| Assigned task |
Reproduce only the lines of the material below that start at the line containing "ring mcp: (366, 297)" and stop at the line containing "pinky tip: (332, 299)". Keep both end lines.

| Data to process |
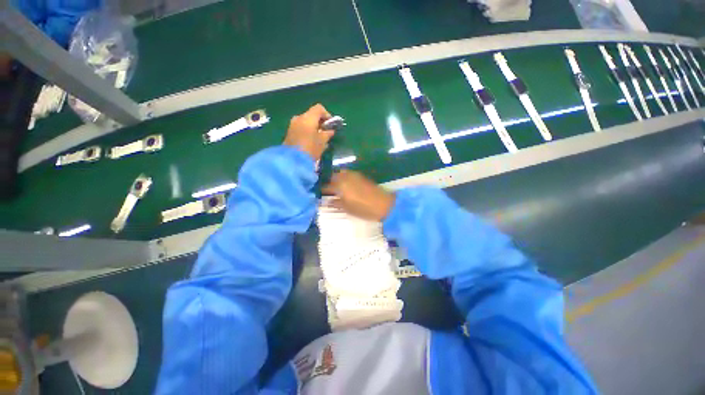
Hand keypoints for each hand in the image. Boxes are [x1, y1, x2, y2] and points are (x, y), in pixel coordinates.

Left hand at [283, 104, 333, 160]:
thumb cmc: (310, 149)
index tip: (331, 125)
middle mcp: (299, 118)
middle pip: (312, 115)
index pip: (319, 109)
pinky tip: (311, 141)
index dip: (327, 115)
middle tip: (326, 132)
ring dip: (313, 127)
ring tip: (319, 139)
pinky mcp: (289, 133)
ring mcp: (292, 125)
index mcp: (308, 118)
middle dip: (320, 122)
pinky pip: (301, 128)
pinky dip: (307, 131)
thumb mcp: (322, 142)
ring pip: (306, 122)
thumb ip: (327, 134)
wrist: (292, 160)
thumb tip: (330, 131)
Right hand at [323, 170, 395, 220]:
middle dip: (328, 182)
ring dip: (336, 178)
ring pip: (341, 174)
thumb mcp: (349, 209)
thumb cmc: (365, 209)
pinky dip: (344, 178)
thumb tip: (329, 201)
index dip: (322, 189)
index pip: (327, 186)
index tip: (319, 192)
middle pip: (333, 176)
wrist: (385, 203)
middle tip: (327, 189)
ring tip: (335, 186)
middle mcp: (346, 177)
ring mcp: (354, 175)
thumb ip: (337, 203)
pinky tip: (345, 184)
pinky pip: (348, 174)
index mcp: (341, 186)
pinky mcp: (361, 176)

...

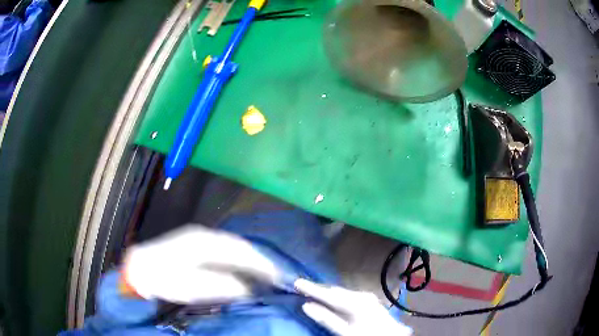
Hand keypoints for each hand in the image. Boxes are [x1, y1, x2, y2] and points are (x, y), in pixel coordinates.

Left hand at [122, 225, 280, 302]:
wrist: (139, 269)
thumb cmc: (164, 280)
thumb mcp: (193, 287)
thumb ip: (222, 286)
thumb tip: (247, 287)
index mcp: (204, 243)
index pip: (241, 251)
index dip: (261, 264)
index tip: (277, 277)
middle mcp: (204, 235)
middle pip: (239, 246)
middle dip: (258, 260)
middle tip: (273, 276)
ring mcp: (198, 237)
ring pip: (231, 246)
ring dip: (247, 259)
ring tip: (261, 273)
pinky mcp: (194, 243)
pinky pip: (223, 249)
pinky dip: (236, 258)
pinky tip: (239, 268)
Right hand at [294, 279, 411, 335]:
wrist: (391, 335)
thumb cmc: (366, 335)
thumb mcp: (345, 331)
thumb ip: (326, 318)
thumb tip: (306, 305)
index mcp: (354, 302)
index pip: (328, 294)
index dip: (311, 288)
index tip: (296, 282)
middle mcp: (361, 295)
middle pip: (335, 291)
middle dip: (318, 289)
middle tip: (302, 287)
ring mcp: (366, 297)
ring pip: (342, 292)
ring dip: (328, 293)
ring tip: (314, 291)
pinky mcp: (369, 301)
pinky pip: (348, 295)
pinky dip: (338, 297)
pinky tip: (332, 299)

| Task response |
ring mcp: (366, 297)
ring pip: (342, 292)
ring dip: (328, 293)
ring tip: (314, 291)
pinky mcp: (369, 301)
pinky pip: (348, 295)
pinky dip: (338, 297)
pinky tip: (332, 299)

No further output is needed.